This "Sculpted" Physical Boot Switch Uses a Pimoroni Tiny 2040 to Let You Pick Your Operating System

Built with a minimum of components, this clever switch configures GRUB for the operating system of your choice.

Gareth Halfacree
13 days agoHW101 / Productivity

Computational physicist William Somsky has put together a tool designed to make the installation and use of multiple operating systems on a single computer easier — by providing a physical switch to boot into a given OS.

"I've long had my computers set to dual boot between Linux and Windows, but always had to push keys at just the right time during the boot sequence to make my OS selection," Somsky explains. "Get distracted and the system boots into its default OS, even if that wasn't what I wanted. The solution is to have a hardware toggle which can be flipped beforehand and that the computer will read during boot to determine which OS it will boot into."

It's a concept well-rooted in history.
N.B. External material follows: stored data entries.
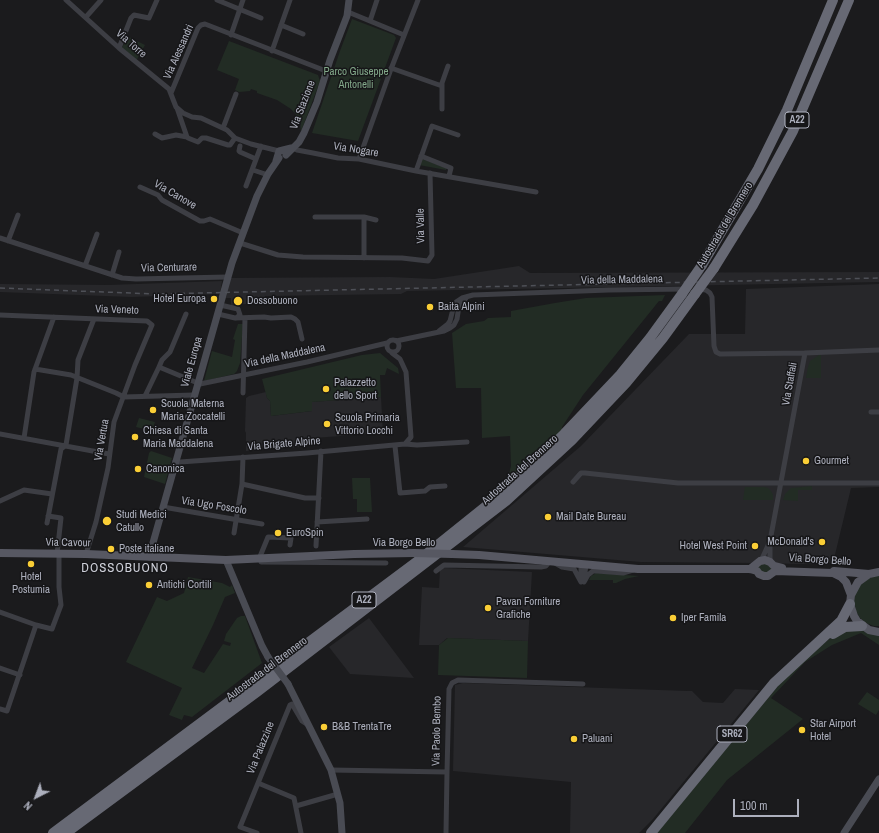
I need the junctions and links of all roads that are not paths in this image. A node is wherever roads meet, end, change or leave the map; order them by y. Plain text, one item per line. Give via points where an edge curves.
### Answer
1 (66, 0) edge
2 (101, 0) edge
3 (157, 0) edge
4 (217, 0) edge
5 (243, 0) edge
6 (290, 0) edge
7 (350, 0) edge
8 (377, 0) edge
9 (418, 0) edge
10 (833, 0) edge
11 (849, 0) edge
12 (240, 9) junction
13 (348, 12) junction
14 (86, 17) junction
15 (262, 18) dead end
16 (370, 21) junction
17 (281, 25) junction
18 (303, 34) dead end
19 (231, 35) junction
20 (404, 35) junction
21 (119, 48) junction
22 (272, 50) junction
23 (448, 66) dead end
24 (392, 68) junction
25 (326, 71) junction
26 (442, 86) junction
27 (171, 93) junction
28 (236, 94) dead end
29 (176, 107) junction
30 (442, 109) dead end
31 (223, 128) junction
32 (155, 134) dead end
33 (458, 135) dead end
34 (186, 137) junction
35 (235, 138) junction
36 (240, 146) dead end
37 (261, 146) junction
38 (293, 148) junction
39 (280, 155) junction
40 (421, 156) junction
41 (256, 159) junction
42 (359, 159) junction
43 (253, 170) junction
44 (416, 171) junction
45 (430, 173) junction
46 (268, 175) junction
47 (449, 176) junction
48 (140, 186) dead end
49 (246, 186) dead end
50 (536, 192) dead end
51 (18, 215) dead end
52 (315, 217) dead end
53 (364, 217) junction
54 (376, 220) dead end
55 (243, 233) junction
56 (97, 234) dead end
57 (0, 238) edge
58 (8, 241) junction
59 (240, 242) junction
60 (120, 252) dead end
61 (364, 258) junction
62 (85, 266) junction
63 (112, 275) junction
64 (227, 277) junction
65 (224, 290) joint
66 (220, 305) junction
67 (186, 314) dead end
68 (218, 314) junction
69 (0, 315) edge
70 (54, 317) junction
71 (235, 318) junction
72 (245, 318) junction
73 (94, 319) junction
74 (302, 339) dead end
75 (408, 340) junction
76 (396, 341) junction
77 (387, 343) junction
78 (376, 347) junction
79 (398, 348) junction
80 (387, 350) junction
81 (879, 350) edge
82 (716, 352) joint
83 (392, 353) junction
84 (805, 353) junction
85 (399, 357) junction
86 (159, 367) junction
87 (36, 369) junction
88 (243, 375) junction
89 (77, 378) junction
90 (197, 383) junction
91 (243, 392) dead end
92 (194, 395) junction
93 (145, 396) junction
94 (124, 397) junction
95 (870, 412) dead end
96 (879, 412) edge
97 (0, 434) edge
98 (24, 438) junction
99 (467, 442) dead end
100 (405, 444) junction
101 (66, 445) junction
102 (395, 446) junction
103 (321, 451) junction
104 (109, 454) junction
105 (242, 457) junction
106 (175, 461) junction
107 (573, 482) dead end
108 (782, 483) junction
109 (879, 483) edge
110 (242, 484) junction
111 (445, 486) dead end
112 (52, 494) junction
113 (319, 498) junction
114 (0, 501) edge
115 (162, 507) junction
116 (48, 516) junction
117 (235, 519) junction
118 (367, 519) dead end
119 (317, 522) junction
120 (46, 523) dead end
121 (262, 524) dead end
122 (234, 533) dead end
123 (770, 541) junction
124 (290, 546) dead end
125 (316, 546) dead end
126 (0, 554) edge
127 (58, 554) junction
128 (86, 554) junction
129 (149, 557) junction
130 (257, 559) junction
131 (229, 560) junction
132 (551, 561) junction
133 (771, 562) junction
134 (386, 564) dead end
135 (584, 565) junction
136 (756, 566) junction
137 (638, 569) junction
138 (436, 571) dead end
139 (772, 572) junction
140 (879, 572) edge
141 (869, 574) junction
142 (583, 582) junction
143 (851, 599) junction
144 (0, 612) edge
145 (36, 625) junction
146 (862, 626) junction
147 (879, 632) edge
148 (820, 641) junction
149 (0, 668) edge
150 (20, 675) junction
151 (583, 684) dead end
152 (0, 709) edge
153 (308, 725) junction
154 (331, 770) junction
155 (447, 772) junction
156 (879, 779) edge
157 (258, 783) junction
158 (338, 794) junction
159 (296, 806) junction
160 (53, 833) edge
161 (66, 833) edge
162 (257, 833) edge
163 (301, 833) edge
164 (342, 833) edge
165 (446, 833) edge
166 (651, 833) edge
167 (844, 833) edge

1 - 14 street, Via Torre
2 - 14 street
3 - 21 street via 149,18 134,15 131,18
4 - 12 street
5 - 12 street
6 - 17 street
7 - 13 street, Via Stazione
8 - 16 street
9 - 20 street
10 - 160 highway, Autostrada del Brennero / A22, bridge via 788,110 758,170 702,265 620,375 564,434 500,495 418,560
11 - 161 highway, Autostrada del Brennero / A22, bridge via 793,131 753,205 714,268 663,338 626,383 572,440 506,501
12 - 15 street
12 - 19 street
13 - 16 street
13 - 25 street, Via Stazione
14 - 21 street, Via Torre
16 - 20 street
17 - 18 street
17 - 22 street
19 - 22 street, Via Alessandri
19 - 27 street, Via Alessandri via 205,24 201,25
20 - 24 street
21 - 27 street, Via Torre
22 - 25 street, Via Alessandri
23 - 26 street
24 - 26 street
24 - 42 street
25 - 38 street, Via Stazione via 304,133
26 - 30 street
27 - 29 street, Via Torre
28 - 31 street
29 - 31 street via 192,117
29 - 34 street, Via Torre
31 - 35 street
32 - 34 street via 162,138 176,135
33 - 40 street via 432,126
34 - 35 street via 198,142 206,138 228,145
35 - 37 street
36 - 41 street via 240,152
37 - 39 street
37 - 41 street
38 - 39 street, Via Stazione
38 - 42 street, Via Nogare via 338,158
39 - 46 street, Via Stazione
40 - 44 street
40 - 47 street via 451,168
41 - 43 street
42 - 44 street, Via Nogare
43 - 46 street
43 - 49 street
44 - 45 street, Via Nogare
45 - 47 street, Via Nogare
45 - 61 street, Via Valle via 430,259 427,261
46 - 55 street, Via Stazione
47 - 50 street, Via Nogare
48 - 55 street, Via Canove via 200,221 210,219
51 - 58 street
52 - 53 street
53 - 54 street
53 - 61 street
55 - 59 street, Via Stazione
56 - 62 street
57 - 58 street, Via Centurare
58 - 62 street, Via Centurare
59 - 61 street, Via Valle via 278,255
59 - 64 street, Via Stazione
60 - 63 street
62 - 63 street, Via Centurare
63 - 64 street, Via Centurare via 136,279
64 - 65 street, Via Stazione
65 - 66 street, Viale Europa
66 - 68 street, Viale Europa
66 - 71 street via 238,308 240,315
67 - 86 street via 170,352
68 - 71 street
68 - 90 street, Viale Europa
69 - 70 street, Via Veneto
70 - 73 street, Via Veneto
70 - 87 street
71 - 72 street
72 - 74 street via 291,317 298,322
72 - 88 street
73 - 89 street via 78,360
73 - 94 street, Via Veneto via 148,321 152,325
75 - 76 street, Via della Maddalena
75 - 79 street, Via della Maddalena
75 - 82 street, Via della Maddalena via 444,331 454,325 459,306 465,298 473,295 609,290 706,290 713,302
76 - 77 street, Via della Maddalena
76 - 79 street
77 - 78 street, Via della Maddalena
77 - 80 street
78 - 80 street, Via della Maddalena
78 - 88 street, Via della Maddalena
79 - 83 street, Via della Maddalena
79 - 85 street
80 - 83 street, Via della Maddalena
81 - 84 street
82 - 84 street, Via Staffali
83 - 85 street
84 - 108 street, Via Staffali
85 - 100 street via 406,372 410,437
86 - 90 street
86 - 93 street
87 - 89 street
87 - 98 street
88 - 90 street, Via della Maddalena
88 - 91 street
89 - 94 street
89 - 101 street
90 - 92 street, Viale Europa
92 - 93 street
92 - 106 street, Viale Europa
93 - 94 street
94 - 104 street, Via Vertua via 114,422
95 - 96 street
97 - 98 street
98 - 101 street
99 - 100 street, Via Brigate Alpine
100 - 102 street, Via Brigate Alpine
101 - 104 street
101 - 112 street via 62,449
102 - 103 street, Via Brigate Alpine
102 - 111 street via 400,493 426,491 430,487
103 - 105 street, Via Brigate Alpine
103 - 113 street
104 - 128 street, Via Vertua via 96,522
105 - 106 street, Via Brigate Alpine
105 - 110 street
106 - 115 street, Viale Europa
107 - 108 street via 585,472 678,483
108 - 109 street
108 - 123 street, Via Staffali
110 - 113 street via 305,498
110 - 117 street
112 - 114 street via 24,490
112 - 116 street
113 - 119 street
115 - 117 street, Via Ugo Foscolo
115 - 129 street, Viale Europa
116 - 120 street
116 - 127 street via 61,518
117 - 121 street, Via Ugo Foscolo
117 - 122 street
118 - 119 street
119 - 125 street
123 - 133 street, Via Staffali
123 - 136 street, Via Staffali
124 - 130 street via 291,538 268,537
126 - 127 main road, Via Cavour
127 - 128 main road, Via Cavour
127 - 145 street via 61,604 52,629
128 - 129 main road, Via Cavour
129 - 131 main road, Via Cavour
130 - 131 main road, Via Borgo Bello
130 - 132 main road, Via Borgo Bello, bridge via 414,553
130 - 134 street, Via Borgo Bello via 258,562
131 - 153 street, bridge via 262,646 288,684
132 - 135 main road, Via Borgo Bello
132 - 138 street, Via Borgo Bello via 541,567 444,565
132 - 142 street, Via Borgo Bello via 562,567 574,569
133 - 136 main road, Via Borgo Bello via 765,560
133 - 139 main road, Via Borgo Bello
133 - 141 main road, Via Borgo Bello via 778,568
135 - 137 main road, Via Borgo Bello
135 - 142 street
136 - 137 main road, Via Borgo Bello
136 - 139 main road, Via Borgo Bello via 759,574 764,576
137 - 142 street, Via Borgo Bello via 623,573 592,572
139 - 143 main road, Via Borgo Bello via 833,573 846,582
140 - 141 main road, Via Borgo Bello
141 - 143 main road, Via Borgo Bello / SR62 via 858,582
143 - 146 main road, Via Borgo Bello via 854,616
143 - 148 highway, SR62 via 841,621
144 - 145 street
145 - 150 street
146 - 147 main road, SR62
146 - 148 highway, SR62 via 846,627
148 - 166 highway, SR62 via 774,683
149 - 150 street
150 - 152 street via 7,711
151 - 155 street, Via Paolo Bembo via 468,680 455,682 449,688
153 - 154 street
153 - 157 street, Via Palazzine via 302,721 292,704 290,705
154 - 155 street, Via Paolo Bembo
154 - 158 street
155 - 165 street
156 - 167 street
157 - 159 street via 294,798
157 - 162 street, Via Palazzine via 240,827
158 - 159 street
158 - 164 street
159 - 163 street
Those who grew up around computers like the Commodore Amiga or Atari ST will well-remember workarounds for incompatibilities in upgraded ROMs that typically involved the installation of a multi-chip carrier board and a physical switch on the Chip Select pin to choose between them at boot time.

In effect, that's what Somsky has built — only rather than working on physical ROM chips it uses a microcontroller to present a USB Mass Storage device to the host system, containing the configuration file to tell the GRUB bootloader, which operating system is desired based on the position of a three-way hardware switch to the front.

Here, Somsky is building on the work of others: Stephen Holdaway built a similar device based on an STMicroelectronics STM32 microcontroller, followed by a modification based on a switchable USB flash drive; Madrajib Lab, meanwhile, created a version built around the Raspberry Pi Pico — providing Somsky with the means to port it to the compact Pimoroni Tiny 2040, based on the same Raspberry Pi RP2040 microcontroller.

"Since the RP2040 can internally perform pull-up on GPIO pins used for input, no further components beyond the switch and microcontroller board are needed," Somsky explains. "Further, with the small size of the Tiny 2040, I was able to do a minor bit of 'circuit sculpting' (with the aid of a couple paperclips for wiring) and attach the microcontroller directly onto the back of the switch. The resulting assembly is compact and sturdy and could be installed through a cut-out sized for panel-mounting the toggle switch."

Somsky's full write-up is available on the project's Hackaday.io page, though source code has not yet been shared. "I'm currently in the process of setting up a GitHub code repository for this project," Somsky explains.